DATASET:
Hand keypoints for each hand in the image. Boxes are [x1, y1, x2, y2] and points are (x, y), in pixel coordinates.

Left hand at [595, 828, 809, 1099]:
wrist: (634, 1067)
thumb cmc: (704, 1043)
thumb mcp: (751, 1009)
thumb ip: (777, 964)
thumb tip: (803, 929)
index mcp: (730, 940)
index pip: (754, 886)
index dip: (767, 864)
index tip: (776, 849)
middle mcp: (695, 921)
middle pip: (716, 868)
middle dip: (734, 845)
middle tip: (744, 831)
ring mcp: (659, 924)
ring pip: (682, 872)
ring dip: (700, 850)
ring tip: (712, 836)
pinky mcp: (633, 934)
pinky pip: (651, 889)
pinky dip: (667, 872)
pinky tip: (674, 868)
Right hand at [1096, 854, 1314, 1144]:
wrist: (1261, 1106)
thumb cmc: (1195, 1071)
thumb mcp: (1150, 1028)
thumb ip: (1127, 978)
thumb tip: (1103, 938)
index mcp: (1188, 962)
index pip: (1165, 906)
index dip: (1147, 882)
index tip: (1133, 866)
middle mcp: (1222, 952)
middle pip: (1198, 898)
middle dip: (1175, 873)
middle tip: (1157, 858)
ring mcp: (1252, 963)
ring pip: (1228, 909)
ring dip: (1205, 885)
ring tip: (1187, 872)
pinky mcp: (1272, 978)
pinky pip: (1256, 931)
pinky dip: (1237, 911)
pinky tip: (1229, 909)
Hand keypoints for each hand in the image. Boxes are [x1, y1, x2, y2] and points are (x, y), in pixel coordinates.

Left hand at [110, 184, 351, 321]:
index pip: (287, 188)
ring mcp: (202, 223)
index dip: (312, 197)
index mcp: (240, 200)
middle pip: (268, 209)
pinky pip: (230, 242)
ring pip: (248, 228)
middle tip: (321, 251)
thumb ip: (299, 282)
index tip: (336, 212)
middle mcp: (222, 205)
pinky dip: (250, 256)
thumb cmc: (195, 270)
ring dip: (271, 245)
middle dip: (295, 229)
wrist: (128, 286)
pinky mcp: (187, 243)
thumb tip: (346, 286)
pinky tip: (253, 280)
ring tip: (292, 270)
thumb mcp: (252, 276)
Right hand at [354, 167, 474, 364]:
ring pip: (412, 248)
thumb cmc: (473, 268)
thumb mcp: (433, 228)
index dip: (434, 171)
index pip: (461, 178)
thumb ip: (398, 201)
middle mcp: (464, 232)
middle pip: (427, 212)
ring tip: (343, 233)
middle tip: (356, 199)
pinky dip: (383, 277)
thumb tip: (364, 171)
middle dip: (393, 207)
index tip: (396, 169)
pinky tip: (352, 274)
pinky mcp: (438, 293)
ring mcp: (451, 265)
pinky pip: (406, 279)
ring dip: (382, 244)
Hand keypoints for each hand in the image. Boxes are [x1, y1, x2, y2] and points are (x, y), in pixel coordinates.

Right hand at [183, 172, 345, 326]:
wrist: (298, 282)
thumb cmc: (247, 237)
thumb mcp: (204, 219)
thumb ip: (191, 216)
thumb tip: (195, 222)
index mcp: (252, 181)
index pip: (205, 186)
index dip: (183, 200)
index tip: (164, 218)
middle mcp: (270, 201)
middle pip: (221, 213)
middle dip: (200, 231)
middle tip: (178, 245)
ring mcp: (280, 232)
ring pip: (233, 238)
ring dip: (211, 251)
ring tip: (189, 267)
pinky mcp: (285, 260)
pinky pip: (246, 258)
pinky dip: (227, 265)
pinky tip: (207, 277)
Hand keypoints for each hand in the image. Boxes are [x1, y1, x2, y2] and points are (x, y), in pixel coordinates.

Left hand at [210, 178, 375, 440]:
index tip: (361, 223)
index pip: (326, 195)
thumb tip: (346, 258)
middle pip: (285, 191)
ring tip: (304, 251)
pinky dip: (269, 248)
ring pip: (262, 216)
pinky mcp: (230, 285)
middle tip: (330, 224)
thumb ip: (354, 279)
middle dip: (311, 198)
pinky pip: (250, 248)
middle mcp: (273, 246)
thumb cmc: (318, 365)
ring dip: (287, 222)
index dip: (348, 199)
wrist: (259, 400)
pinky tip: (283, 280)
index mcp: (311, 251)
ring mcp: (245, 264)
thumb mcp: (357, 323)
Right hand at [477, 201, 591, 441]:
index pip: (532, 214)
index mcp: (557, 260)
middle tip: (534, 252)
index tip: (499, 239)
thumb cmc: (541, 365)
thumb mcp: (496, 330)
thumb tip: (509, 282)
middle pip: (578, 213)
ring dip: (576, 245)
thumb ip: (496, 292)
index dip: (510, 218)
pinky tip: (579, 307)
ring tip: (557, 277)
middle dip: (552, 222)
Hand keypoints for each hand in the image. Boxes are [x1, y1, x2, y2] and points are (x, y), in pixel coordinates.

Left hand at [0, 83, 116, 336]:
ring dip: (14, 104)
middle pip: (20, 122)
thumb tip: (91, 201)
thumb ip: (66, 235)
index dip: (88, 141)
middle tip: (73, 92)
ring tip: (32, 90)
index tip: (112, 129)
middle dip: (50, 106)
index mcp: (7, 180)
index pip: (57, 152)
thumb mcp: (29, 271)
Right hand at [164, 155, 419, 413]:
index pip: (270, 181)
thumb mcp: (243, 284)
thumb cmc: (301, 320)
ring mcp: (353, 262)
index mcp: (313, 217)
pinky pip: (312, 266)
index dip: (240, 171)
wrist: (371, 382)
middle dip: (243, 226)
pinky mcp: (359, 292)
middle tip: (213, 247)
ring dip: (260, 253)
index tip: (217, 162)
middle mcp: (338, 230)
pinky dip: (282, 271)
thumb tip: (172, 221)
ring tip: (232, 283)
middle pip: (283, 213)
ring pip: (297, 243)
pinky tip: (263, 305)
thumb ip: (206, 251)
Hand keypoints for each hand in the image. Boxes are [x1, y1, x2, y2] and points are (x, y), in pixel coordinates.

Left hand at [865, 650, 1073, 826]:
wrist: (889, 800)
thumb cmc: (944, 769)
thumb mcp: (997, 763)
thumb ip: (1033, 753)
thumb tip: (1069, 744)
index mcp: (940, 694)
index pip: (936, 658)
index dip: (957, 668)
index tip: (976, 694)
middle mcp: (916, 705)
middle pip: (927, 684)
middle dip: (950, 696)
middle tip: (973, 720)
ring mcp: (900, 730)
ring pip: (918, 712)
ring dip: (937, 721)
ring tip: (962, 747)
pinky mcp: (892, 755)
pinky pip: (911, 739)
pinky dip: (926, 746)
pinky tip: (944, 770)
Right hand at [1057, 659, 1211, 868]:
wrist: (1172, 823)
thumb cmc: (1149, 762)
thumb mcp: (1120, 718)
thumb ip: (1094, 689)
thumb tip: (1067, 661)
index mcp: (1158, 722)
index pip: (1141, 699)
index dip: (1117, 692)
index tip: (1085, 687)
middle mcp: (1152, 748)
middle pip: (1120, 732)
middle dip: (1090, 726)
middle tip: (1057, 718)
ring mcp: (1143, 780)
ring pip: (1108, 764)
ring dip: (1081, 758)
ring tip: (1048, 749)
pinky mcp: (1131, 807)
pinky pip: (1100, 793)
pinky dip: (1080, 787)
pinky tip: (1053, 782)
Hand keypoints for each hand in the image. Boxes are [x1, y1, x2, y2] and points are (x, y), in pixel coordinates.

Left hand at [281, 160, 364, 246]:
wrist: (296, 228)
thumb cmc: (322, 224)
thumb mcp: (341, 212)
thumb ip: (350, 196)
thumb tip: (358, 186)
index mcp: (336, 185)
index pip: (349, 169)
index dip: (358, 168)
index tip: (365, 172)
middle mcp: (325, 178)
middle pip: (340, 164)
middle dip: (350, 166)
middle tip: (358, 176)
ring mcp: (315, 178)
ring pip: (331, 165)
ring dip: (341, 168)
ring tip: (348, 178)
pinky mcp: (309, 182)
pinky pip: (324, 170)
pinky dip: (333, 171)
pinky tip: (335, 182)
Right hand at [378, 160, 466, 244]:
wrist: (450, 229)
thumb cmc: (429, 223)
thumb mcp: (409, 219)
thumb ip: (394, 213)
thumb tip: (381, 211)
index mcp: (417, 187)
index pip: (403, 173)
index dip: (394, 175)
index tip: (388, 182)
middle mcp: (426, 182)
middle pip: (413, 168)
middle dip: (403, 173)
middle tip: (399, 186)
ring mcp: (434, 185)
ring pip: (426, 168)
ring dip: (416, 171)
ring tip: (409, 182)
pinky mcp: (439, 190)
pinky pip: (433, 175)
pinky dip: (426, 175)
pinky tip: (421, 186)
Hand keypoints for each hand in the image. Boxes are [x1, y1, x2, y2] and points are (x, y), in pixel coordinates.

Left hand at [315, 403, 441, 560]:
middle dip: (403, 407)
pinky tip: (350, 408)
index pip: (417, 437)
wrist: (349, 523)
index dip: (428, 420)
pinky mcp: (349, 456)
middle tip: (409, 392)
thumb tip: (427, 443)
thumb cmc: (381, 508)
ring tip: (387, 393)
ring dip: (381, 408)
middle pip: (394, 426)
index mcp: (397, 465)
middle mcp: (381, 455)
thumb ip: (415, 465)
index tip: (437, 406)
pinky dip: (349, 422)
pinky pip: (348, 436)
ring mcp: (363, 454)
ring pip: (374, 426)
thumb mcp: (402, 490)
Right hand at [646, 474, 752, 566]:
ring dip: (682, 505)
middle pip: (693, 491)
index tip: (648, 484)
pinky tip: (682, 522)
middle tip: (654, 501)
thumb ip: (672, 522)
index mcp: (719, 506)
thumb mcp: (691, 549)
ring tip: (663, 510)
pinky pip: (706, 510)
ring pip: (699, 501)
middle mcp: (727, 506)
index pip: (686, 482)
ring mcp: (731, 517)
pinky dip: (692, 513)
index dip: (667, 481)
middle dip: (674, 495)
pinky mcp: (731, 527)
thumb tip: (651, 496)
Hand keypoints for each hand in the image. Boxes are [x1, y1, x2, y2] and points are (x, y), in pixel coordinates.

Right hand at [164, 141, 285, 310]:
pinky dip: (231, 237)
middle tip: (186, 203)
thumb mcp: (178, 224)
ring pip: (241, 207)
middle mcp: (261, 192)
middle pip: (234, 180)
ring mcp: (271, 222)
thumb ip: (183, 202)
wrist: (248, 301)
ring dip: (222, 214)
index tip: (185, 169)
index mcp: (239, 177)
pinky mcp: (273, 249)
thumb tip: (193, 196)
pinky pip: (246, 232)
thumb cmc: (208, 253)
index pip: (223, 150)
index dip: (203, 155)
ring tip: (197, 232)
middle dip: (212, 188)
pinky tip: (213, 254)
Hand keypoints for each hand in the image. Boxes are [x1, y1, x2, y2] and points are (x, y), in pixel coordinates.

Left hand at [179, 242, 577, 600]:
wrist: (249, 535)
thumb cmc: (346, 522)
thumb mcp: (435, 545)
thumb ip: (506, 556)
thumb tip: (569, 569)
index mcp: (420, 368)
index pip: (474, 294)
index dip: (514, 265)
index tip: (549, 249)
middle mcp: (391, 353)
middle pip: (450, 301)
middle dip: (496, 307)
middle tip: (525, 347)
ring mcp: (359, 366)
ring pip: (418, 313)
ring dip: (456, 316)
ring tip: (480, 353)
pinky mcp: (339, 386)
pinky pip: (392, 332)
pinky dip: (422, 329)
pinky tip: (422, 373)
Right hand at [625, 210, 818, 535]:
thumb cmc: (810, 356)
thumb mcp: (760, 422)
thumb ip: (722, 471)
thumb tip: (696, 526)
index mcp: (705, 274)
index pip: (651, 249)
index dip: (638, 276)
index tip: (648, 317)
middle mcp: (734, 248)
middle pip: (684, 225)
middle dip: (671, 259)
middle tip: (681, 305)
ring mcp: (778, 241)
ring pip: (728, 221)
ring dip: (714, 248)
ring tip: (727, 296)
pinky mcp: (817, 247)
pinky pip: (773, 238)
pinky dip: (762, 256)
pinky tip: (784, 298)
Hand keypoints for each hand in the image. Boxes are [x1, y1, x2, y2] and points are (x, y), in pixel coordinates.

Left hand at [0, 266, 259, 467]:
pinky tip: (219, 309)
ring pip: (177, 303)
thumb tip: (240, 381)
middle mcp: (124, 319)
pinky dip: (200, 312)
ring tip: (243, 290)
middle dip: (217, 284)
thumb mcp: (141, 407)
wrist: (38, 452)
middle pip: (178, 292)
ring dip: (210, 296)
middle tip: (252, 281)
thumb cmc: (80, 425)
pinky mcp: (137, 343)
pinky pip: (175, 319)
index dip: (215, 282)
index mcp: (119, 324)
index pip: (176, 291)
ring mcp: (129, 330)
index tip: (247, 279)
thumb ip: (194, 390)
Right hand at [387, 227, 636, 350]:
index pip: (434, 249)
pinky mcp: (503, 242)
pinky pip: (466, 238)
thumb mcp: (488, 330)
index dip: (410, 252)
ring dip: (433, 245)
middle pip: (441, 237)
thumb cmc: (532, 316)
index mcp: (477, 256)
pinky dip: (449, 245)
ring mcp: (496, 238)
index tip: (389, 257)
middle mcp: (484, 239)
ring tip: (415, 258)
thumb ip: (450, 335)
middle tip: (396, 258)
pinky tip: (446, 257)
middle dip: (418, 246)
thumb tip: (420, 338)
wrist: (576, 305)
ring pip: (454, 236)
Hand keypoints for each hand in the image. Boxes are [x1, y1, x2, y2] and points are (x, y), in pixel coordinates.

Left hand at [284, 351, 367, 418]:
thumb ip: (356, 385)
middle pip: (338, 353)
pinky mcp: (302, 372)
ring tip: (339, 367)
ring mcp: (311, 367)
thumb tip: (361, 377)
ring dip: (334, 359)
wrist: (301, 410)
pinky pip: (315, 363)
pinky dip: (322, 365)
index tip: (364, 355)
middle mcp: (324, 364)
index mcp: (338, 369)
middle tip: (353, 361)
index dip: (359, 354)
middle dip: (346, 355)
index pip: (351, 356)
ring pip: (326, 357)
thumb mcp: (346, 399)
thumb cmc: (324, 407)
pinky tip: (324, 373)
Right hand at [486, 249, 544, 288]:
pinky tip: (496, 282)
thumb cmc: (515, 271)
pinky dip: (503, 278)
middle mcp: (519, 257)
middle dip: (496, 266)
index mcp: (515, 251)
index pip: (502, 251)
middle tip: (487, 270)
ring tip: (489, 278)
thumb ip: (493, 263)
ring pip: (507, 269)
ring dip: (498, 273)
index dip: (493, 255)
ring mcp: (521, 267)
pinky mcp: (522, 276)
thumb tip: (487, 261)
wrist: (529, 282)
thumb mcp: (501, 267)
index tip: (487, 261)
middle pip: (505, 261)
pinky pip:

DIRECTIONS:
Above are the records; copy exactly the lines from the line with "ring pip: (177, 303)" through the line with "pinky tip: (324, 373)", both included.

OUTPUT BELOW:
ring pip: (177, 303)
thumb tip: (240, 381)
middle mcp: (124, 319)
pinky dip: (200, 312)
ring tip: (243, 290)
middle dip: (217, 284)
thumb mcp: (141, 407)
wrist: (38, 452)
middle pip: (178, 292)
ring dip: (210, 296)
middle tip: (252, 281)
thumb cmc: (80, 425)
pinky mcp: (137, 343)
pinky pip: (175, 319)
index dip: (215, 282)
index mcp: (119, 324)
index pip: (176, 291)
ring mcp: (129, 330)
index tip: (247, 279)
thumb ip: (194, 390)
Right hand at [387, 227, 636, 350]:
index pip: (434, 249)
pinky mcp: (503, 242)
pinky pip: (466, 238)
thumb mcp: (488, 330)
index dip: (410, 252)
ring dip: (433, 245)
middle pip: (441, 237)
thumb cmc: (532, 316)
index mcp: (477, 256)
pinky dip: (449, 245)
ring mcp: (496, 238)
index tip: (389, 257)
middle mcp: (484, 239)
ring tip: (415, 258)
thumb ip: (450, 335)
middle tip: (396, 258)
pinky tip: (446, 257)
middle dip: (418, 246)
thumb tip: (420, 338)
wrist: (576, 305)
ring pip: (454, 236)
Hand keypoints for each hand in the image. Boxes are [x1, y1, x2, y2] and points are (x, y), in pixel coordinates.

Left hand at [284, 351, 367, 418]:
thumb ip: (356, 385)
middle pip: (338, 353)
pinky mcp: (302, 372)
ring tip: (339, 367)
ring mcp: (311, 367)
thumb tip: (361, 377)
ring dip: (334, 359)
wrist: (301, 410)
pinky pip: (315, 363)
pinky dip: (322, 365)
index tip: (364, 355)
middle mcp: (324, 364)
index mcp: (338, 369)
middle tip: (353, 361)
index dip: (359, 354)
middle dip: (346, 355)
index pip: (351, 356)
ring pip: (326, 357)
thumb mcp: (346, 399)
thumb cmc: (324, 407)
pinky tip: (324, 373)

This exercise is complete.